#### Task directions:
For the material below, return exactly the lines starting at the line containing "wrist: (295, 206)" and ending at the line containing "index tip: (353, 220)", both ends included, and no others.

#### Supplied material:
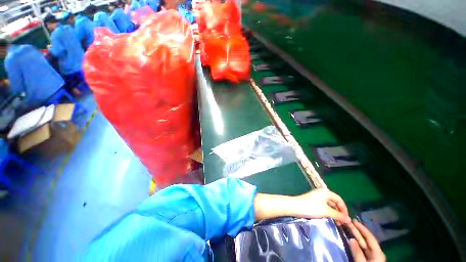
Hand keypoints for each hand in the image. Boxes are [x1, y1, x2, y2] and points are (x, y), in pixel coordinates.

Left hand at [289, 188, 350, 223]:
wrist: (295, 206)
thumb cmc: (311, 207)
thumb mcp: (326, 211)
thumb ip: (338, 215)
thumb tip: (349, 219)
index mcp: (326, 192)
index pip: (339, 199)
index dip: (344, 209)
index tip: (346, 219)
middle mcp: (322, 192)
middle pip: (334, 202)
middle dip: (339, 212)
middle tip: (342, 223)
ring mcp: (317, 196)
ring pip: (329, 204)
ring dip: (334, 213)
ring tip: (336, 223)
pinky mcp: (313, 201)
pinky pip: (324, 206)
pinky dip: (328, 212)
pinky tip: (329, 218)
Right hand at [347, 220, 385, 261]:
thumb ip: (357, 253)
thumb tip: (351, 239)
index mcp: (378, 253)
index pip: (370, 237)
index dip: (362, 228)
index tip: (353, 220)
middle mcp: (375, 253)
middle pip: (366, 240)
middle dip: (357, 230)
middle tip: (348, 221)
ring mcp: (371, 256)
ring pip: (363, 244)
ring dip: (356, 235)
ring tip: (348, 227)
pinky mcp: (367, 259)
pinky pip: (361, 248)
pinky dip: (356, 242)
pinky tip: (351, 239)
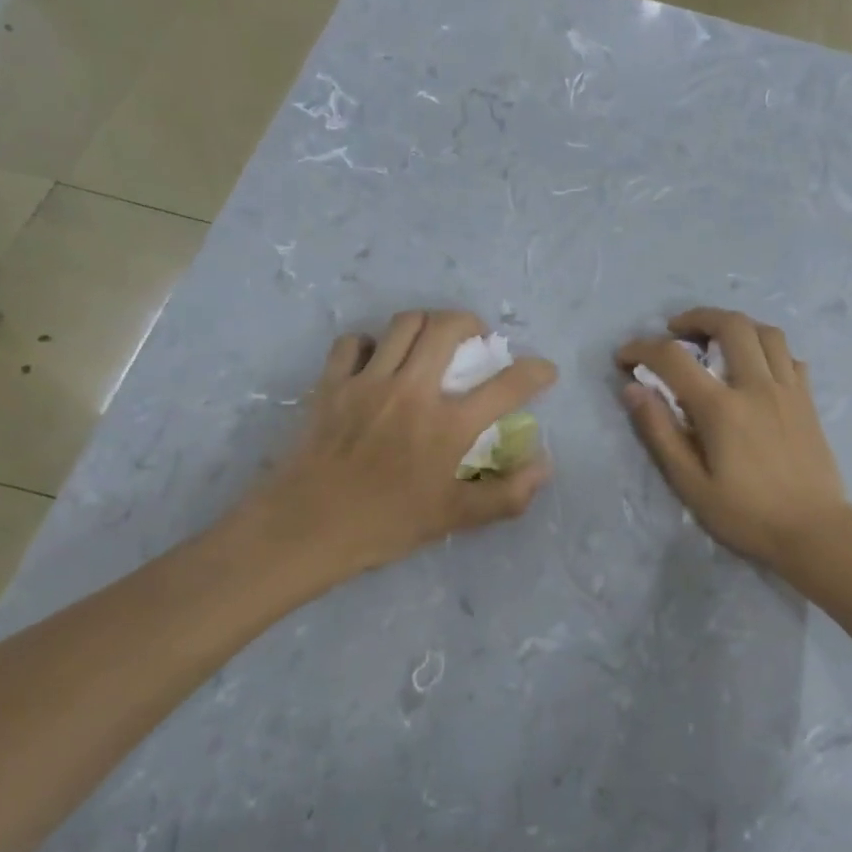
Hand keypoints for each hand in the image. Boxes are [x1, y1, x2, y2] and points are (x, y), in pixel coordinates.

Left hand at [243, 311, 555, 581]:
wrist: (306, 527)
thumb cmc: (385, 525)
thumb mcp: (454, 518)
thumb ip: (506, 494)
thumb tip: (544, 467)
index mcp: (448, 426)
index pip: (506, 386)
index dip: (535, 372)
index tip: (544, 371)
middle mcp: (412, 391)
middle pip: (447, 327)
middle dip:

...

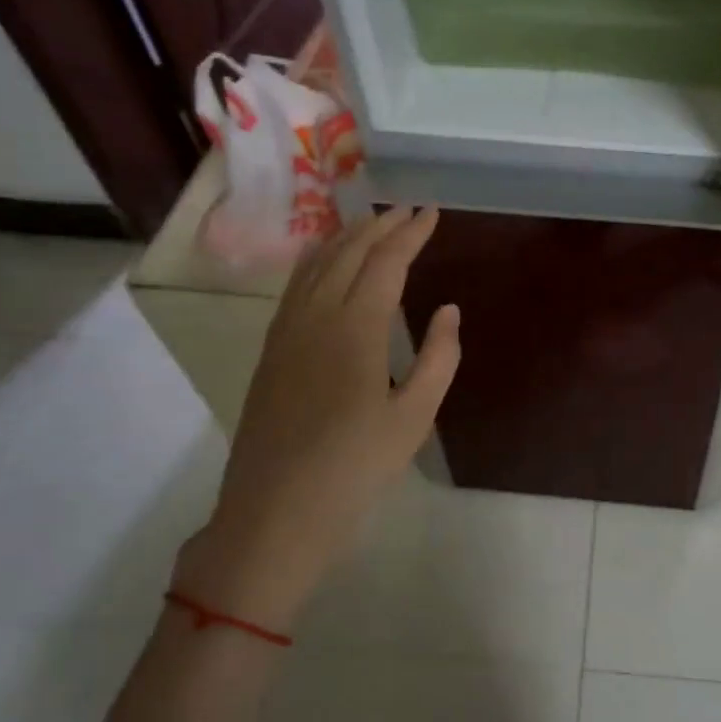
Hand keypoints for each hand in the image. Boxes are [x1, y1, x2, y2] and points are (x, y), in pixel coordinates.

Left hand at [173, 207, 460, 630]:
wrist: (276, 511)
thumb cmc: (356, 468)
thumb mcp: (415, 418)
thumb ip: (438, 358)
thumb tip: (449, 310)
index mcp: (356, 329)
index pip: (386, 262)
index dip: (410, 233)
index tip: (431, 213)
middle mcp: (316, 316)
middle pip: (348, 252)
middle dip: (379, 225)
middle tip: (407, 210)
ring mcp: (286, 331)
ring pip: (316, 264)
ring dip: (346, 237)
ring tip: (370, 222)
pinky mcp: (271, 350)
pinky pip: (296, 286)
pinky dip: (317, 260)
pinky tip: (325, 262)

#### Solution for this exercise:
wrist: (295, 206)
thumb cmc: (311, 207)
thumb mcp: (326, 211)
thumb ip: (338, 215)
thumb tip: (349, 219)
index mcp: (326, 192)
index pip: (339, 199)
index dip: (344, 209)
index tip: (346, 219)
middle mcp: (322, 192)
middle pip: (334, 202)
middle dip: (339, 212)
middle tip: (342, 223)
ring mcp: (317, 196)
ring pip: (329, 204)
ring dip: (334, 213)
ring tip: (336, 223)
pinky mcp: (313, 201)
pinky pip: (324, 206)
pinky dip: (328, 212)
pinky tip: (329, 218)
Right hand at [347, 220, 385, 261]:
thumb ip: (357, 253)
thumb tip: (351, 239)
index mcp: (378, 253)
index pip: (370, 237)
index dip: (362, 228)
index tip: (353, 220)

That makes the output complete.